By Brandon Eckles
Every weekend there are countless sporting events that happen, at every level, all over the country. As fans are ushered into these contests, they are greeted by the soothing, yet mysterious voice of the home PA announcer. His or her commands are our fee for the anticipated entertainment, but repetition of these commands forces it to be a mindless reaction by participants. For athletes, this is when they fine tune their preparation and hone in on their focus. These are the last seconds before “the show” begins. Finally, the announcer offers a suggestion to his audience:
“Please stand for the playing of our national anthem.”

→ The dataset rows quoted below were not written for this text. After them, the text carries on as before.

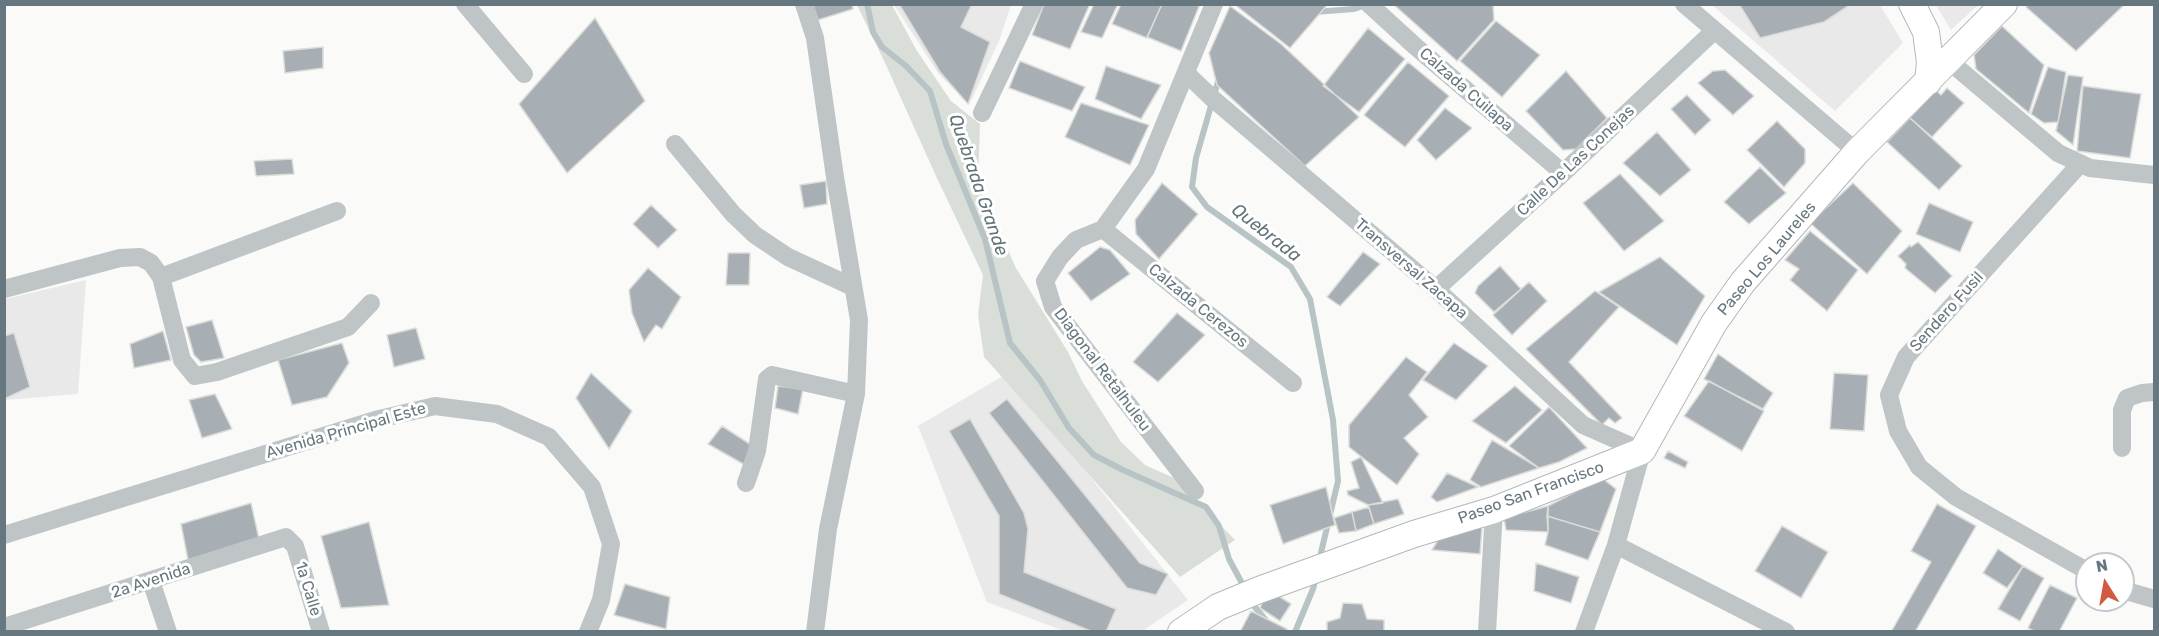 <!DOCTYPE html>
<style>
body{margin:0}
#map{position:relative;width:2159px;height:636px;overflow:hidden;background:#fafaf8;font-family:Rubik,sans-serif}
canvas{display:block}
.frame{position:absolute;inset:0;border:6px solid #677780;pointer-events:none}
.north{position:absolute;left:2075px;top:552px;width:60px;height:60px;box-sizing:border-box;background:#fff;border:2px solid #c2c9cc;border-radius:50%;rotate:349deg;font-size:16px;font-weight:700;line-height:24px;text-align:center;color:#677780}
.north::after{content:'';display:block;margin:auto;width:21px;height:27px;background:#d15a41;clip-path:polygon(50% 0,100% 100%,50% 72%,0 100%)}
</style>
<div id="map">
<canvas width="2159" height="636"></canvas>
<div class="frame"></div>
<div class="north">N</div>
</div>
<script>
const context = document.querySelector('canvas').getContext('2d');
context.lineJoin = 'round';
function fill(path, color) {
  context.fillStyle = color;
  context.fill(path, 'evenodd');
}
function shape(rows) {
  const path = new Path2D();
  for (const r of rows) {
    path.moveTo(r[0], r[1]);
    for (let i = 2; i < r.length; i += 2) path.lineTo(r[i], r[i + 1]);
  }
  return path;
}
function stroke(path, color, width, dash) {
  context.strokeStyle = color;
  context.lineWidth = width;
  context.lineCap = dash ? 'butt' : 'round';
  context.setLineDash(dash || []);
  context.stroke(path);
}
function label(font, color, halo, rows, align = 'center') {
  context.font = font + ' Rubik,sans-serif';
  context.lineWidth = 6;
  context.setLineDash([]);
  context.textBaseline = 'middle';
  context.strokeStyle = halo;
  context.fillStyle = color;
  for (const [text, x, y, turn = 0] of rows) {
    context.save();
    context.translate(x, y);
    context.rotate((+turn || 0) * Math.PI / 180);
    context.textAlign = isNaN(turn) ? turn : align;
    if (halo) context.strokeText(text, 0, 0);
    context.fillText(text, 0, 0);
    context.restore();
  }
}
fill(shape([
 [894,5,1011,5,999,41,969,105,938,73],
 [1712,5,1880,5,1903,43,1835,111],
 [1936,5,1978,5,1951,30],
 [86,280,78,394,5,400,5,299],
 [1008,373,1188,600,1141,632,1064,631,987,602,918,426]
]), '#e8e9e8');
fill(shape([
 [857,5,892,5,917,51,951,101,980,124,978,185,1016,268,1068,352,1082,381,1121,442,1145,465,1174,478,1235,540,1180,577,984,357,978,315,983,275,936,176,886,65]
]), '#daded8');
stroke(shape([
 [867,4,873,32,882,47,906,66,930,91,946,144,985,239,1010,343,1040,380,1069,428,1094,455,1123,470,1206,507,1219,526,1229,559,1245,589],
 [1314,12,1354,9,1366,5],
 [1219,78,1196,158,1192,187,1207,207,1291,267,1310,299,1333,420,1338,481,1319,561],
 [1250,601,1268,623],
 [1295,632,1313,589,1316,577]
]), '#b8c3c6', 6);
const building = shape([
 [852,4,853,9,818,20,813,5,852,4],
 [899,4,972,4,961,27,990,42,968,104,940,72,899,4],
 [1044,4,1090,4,1070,49,1032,35,1044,4],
 [1094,4,1118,4,1102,38,1081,32,1094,4],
 [1121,4,1162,4,1147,38,1112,24,1121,4],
 [1162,4,1200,4,1181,51,1147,37,1162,4],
 [1234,4,1328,4,1290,48,1234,4],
 [1393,4,1493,4,1494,20,1457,61,1393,4],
 [1739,4,1846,4,1847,7,1824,22,1760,38,1739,4],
 [2029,4,2125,4,2076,51,2026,7,2029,4],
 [1230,6,1281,44,1359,117,1305,166,1217,85,1209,53,1230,6],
 [595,18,645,101,567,173,519,104,595,18],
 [1496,21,1540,55,1502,97,1460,61,1496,21],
 [2002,26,2044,65,2029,113,1976,69,1974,55,2002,26],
 [1368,28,1405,59,1359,112,1323,86,1368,28],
 [323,47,323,68,285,73,283,51,323,47],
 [1020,61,1085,87,1072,111,1009,88,1020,61],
 [1408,62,1449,96,1405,147,1364,115,1408,62],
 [1106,66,1161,85,1141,119,1095,99,1106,66],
 [2048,67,2066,72,2058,122,2044,123,2031,114,2048,67],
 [1725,70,1754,96,1733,115,1698,83,1713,71,1725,70],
 [1566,71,1607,118,1576,149,1563,150,1526,111,1566,71],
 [2068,75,2083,77,2073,145,2056,131,2068,75],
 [2083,86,2141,94,2130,158,2077,151,2083,86],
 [1947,88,1964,103,1932,137,1910,118,1936,90,1941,95,1947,88],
 [1687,95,1711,120,1695,135,1671,109,1687,95],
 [1081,103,1149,125,1130,165,1065,137,1081,103],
 [1445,108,1472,128,1436,160,1417,140,1445,108],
 [1910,118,1962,166,1939,190,1887,142,1910,118],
 [1777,121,1805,149,1805,163,1784,187,1747,150,1777,121],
 [1657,132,1691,170,1660,196,1623,163,1657,132],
 [292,159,294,174,256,176,254,161,292,159],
 [1760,167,1786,193,1749,224,1724,202,1760,167],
 [1620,174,1664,221,1624,251,1583,203,1620,174],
 [826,181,827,204,804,208,800,185,826,181],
 [1162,183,1198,214,1159,259,1136,234,1135,220,1162,183],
 [1853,183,1902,231,1867,274,1810,223,1853,183],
 [1929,203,1973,222,1960,252,1916,234,1929,203],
 [651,205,677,230,658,248,633,224,651,205],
 [1810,231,1858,270,1827,311,1790,280,1799,269,1785,260,1810,231],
 [1918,242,1952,276,1935,293,1905,268,1906,264,1898,256,1910,245,1911,247,1918,242],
 [1100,247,1110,250,1130,274,1091,301,1068,273,1100,247],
 [1363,252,1380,264,1340,306,1327,297,1363,252],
 [728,253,750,253,749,285,726,285,728,253],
 [1660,257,1705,296,1677,345,1599,292,1660,257],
 [1500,266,1521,289,1494,312,1475,293,1478,286,1500,266],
 [648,268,681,297,662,329,656,325,644,342,632,313,629,290,648,268],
 [1529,282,1547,301,1512,335,1493,315,1529,282],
 [1595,291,1619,307,1569,362,1622,418,1615,423,1609,418,1602,425,1526,349,1595,291],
 [1177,313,1205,335,1158,382,1133,362,1177,313],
 [212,320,224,358,201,362,194,355,186,327,212,320],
 [416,328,425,359,394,367,387,335,416,328],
 [163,331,171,360,134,368,130,344,163,331],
 [14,333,30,387,4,399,4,336,14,333],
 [342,343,349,363,327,397,292,405,278,360,342,343],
 [1454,343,1488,366,1456,400,1423,380,1454,343],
 [1718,354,1773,393,1763,409,1704,379,1718,354],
 [1406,357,1427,372,1409,395,1428,417,1404,438,1419,454,1397,485,1349,447,1349,425,1406,357],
 [591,373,632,411,609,449,576,398,591,373],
 [1834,373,1868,375,1864,431,1830,429,1834,373],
 [1709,381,1764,411,1742,451,1684,416,1709,381],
 [778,386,803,389,798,414,775,408,778,386],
 [1515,386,1542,410,1506,443,1472,421,1515,386],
 [215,394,232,429,202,438,189,400,215,394],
 [1007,399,1140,563,1168,574,1156,595,1127,588,989,413,1007,399],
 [1549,407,1587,448,1559,462,1539,468,1509,446,1549,407],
 [970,419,1024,513,1028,529,1024,572,1116,609,1106,632,1093,632,999,594,999,516,949,431,970,419],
 [722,426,753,446,745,465,708,444,722,426],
 [1492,440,1539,468,1481,487,1470,480,1492,440],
 [1668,451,1688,462,1685,468,1664,458,1668,451],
 [1361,457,1383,503,1368,505,1348,495,1347,491,1359,488,1351,462,1361,457],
 [1447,473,1478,487,1437,502,1431,497,1447,473],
 [1602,478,1616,489,1600,532,1547,516,1548,506,1602,478],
 [1326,487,1335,525,1283,544,1270,505,1326,487],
 [1398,499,1404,514,1374,524,1368,505,1398,499],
 [251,503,259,539,188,560,181,524,251,503],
 [1937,504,1976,526,1915,632,1891,632,1931,562,1911,551,1937,504],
 [1548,506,1548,532,1506,530,1504,518,1548,506],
 [1369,507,1374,524,1356,531,1352,512,1369,507],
 [1352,512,1356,531,1339,533,1334,518,1352,512],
 [1547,516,1600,532,1588,560,1545,545,1548,532,1547,516],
 [369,522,389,605,341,608,321,536,369,522],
 [1782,526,1828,552,1801,598,1755,571,1782,526],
 [1482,527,1480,554,1432,550,1441,535,1482,527],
 [1998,549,2023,566,2007,588,1983,573,1998,549],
 [1536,563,1579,577,1571,603,1534,591,1536,563],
 [2023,566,2044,578,2020,621,1998,609,2023,566],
 [625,584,670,597,666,629,614,615,625,584],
 [2050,585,2077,598,2059,632,2036,632,2028,628,2050,585],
 [1268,589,1291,604,1280,621,1260,608,1268,589],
 [1343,603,1362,604,1367,619,1384,620,1384,632,1327,632,1327,622,1340,618,1343,603],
 [1251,611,1287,629,1285,632,1240,632,1251,611]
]);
fill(building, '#a7afb4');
stroke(building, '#dcdcda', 1.5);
const secondary = shape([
 [1912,4,1926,32,1930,62,1928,82],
 [1181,632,1218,607,1259,590,1414,534,1494,510,1642,451,1714,323,1743,282,1857,152,2004,4]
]);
stroke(secondary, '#b2b8bc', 28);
stroke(shape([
 [465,4,524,74],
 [804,4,815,38,835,177,859,320,856,394,828,529,815,632],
 [1369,4,1416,47,1563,173],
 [1684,4,1857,152],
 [1949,61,2058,153,2090,168,2154,175],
 [1187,74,1212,98,1436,289,1583,425,1642,451,1616,545,1584,632],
 [982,113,1034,4],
 [675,144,733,214,755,235,788,257,853,287],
 [2080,164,1906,357,1889,395,1898,431,1919,467,1956,497,2087,571],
 [1103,229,1293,383],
 [161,277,337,211],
 [4,289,120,258,140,257,151,263,161,277,182,360,195,376,217,372,348,327,371,303],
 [1436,289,1563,173,1714,31],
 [2122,448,2122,410,2127,398,2142,393,2154,392],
 [746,483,757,451,767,379,772,375,856,394],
 [1195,491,1053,307,1045,281,1060,257,1076,240,1103,229,1146,169,1214,4],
 [4,535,375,420,435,406,497,414,549,437,592,487,611,544,601,600,588,632],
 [1616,545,1786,632],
 [151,581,168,632],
 [2123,590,2154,599],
 [4,627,286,537,295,546,321,632],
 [1487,632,1494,510]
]), '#bfc4c7', 18);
stroke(secondary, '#fff', 26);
label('16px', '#677780', '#fff', [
 ["Calzada Cuilapa",1466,90,41],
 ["Calle De Las Conejas",1576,161,-43],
 ["Paseo Los Laureles",1767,259,-50],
 ["Transversal Zacapa",1411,269,41],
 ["Calzada Cerezos",1198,306,39],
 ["Sendero Fusil",1947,312,-48],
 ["Diagonal Retalhuleu",1102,370,53],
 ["Avenida Principal Este",346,431,-16],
 ["Paseo San Francisco",1531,493,-20],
 ["2a Avenida",151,581,-18],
 ["1a Calle",308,589,73]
]);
label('italic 18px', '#637579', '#fff', [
 ["Quebrada Grande",978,185,71],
 ["Quebrada",1266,233,38]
]);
</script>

At this moment, the masses rise in a patriotic trance. They remove their hats, place their hands on their chest, and look on. With hyper anticipation for the competition finally beginning, some fans’ eyes stray to the field where one thing stands out.
A player kneeling.
This action has been in response to the amount of overwhelming injustice occurring in America. We are at a crossroads in our American history where issues like race and gun violence are as prevalent as they were 40 years ago. These acts of violence and prejudice have been flashed on the morning news in several instances and there has yet to be any solution proposed. These issues have caught the attention of several professional athletes, such as, Colin Kaepernick, who kneels during the national anthem as a form of protest. These athletes we idolize for their talent in their sport are now practicing a new skill as activists and the public is reacting to it.
Activism in sport is something that is not new, but it is being reactivated in light of these incidents. Professional athletes captivate so many with their talents, so why not captivate them with their opinions too?
Social activism in sport does not have to just be at the professional level. All athletes have a platform in front of them that they can use for change. People are jumping on these movements of activism and the thoughts have been planted. So, imagining this scenario playing out at Stagg Field or in Blake Arena is not unreasonable.
Several members of the Springfield College athletic department from administration, coaches, and players offered perspectives on what student-athlete activism might look like on Alden Street, if it were to occur.
Springfield College head football coach Mike Cerasuolo appreciates people that have passion about a topic and thinks that good leaders have to be expressive.
“I think anyone on campus has the right to express. I don’t think anyone wants to hold them back from that opportunity because that is the only way we grow [as leaders]” said Cerasuolo.
The right to express is encouraged on college campuses because for most college students this is where you form your belief system and have the most growth that Cerasuolo refers to. In college athletics, there is an overwhelming amount of expression and passion that can translate to activism.
The passion may not always be welcomed, but it doesn’t have to be and that is okay. Junior Ben Diamond, co-captain for the men’s basketball team, believes there would be two sides to the spectrum for a student-athlete choosing to speak out on social issues.
“The reaction would be mixed,” said Diamond. “It may be positive because seeing a notable student-athlete take a risk would be respected, but it possibly could make people uncomfortable, since it’s pushing the status quo.”
Standing up for what you strongly believe in is scary because the outcome is unknown. Head women’s basketball coach, Naomi Graves, encourages her players to take that risk and express their feelings on social issues because “they are making a powerful statement that makes people stop and think” said Graves.
“It’s good to be invested, to question, and especially in college. I think there is education behind those questions” said Graves, “If you really believe in an injustice, and there are reasons why you believe in it, then, you must take a stand.”
Greg Woods, who is a former student-athlete and active leader on campus, stressed the importance of our student-athletes’ influence.
“It is [of] upmost important for athletes to use their platforms for change. Sometimes we don’t realize how much influence we actually have on other people,” said Woods, who was the president of the Student Athlete Leadership Team committee while a member of the volleyball team.
There is an importance in having a voice because we are at a point in our American history where reaction and action is needed. Graves called this “a teachable moment” and it is. Pairing athletics with social activism is beneficial for positive action because sport unites communities solely on its entertainment aspect.
People watch sports and idolize the talent. Race is much further down the list and Graves believes that, “The beautiful thing about sports is that it bridges the things that our culture tears apart.”
The current trend of athletes standing up for social justice is a noble one. The responses they have can be mixed, but at least there are responses. To fully commit to having discourse, there needs to disagreement. That is how the conversation is started on problems we have in society. Cerasuolo preaches that the hardest thing is starting the conversation. “Once that conversation is started, you can’t stop. If you stop you’ll never have the opportunity to create change.”
Athletes of all levels are noticing the platform they stand on can create that change on issues like social injustice because they influence so many people. Diamond commented on why athletes have this ability at this school by saying, “[Springfield student athletes] have a large influence because people respect the work ethic and determination it takes to be an athlete here.”
Athletes gain the respect of their peers through their performance on the field or court. An audience can be built off that respect and people must take advantage of that opportunity to speak out. Being able to create change and empower people is important. It could be in a small community like Springfield College or in the global community of professional sports. Either way people will listen.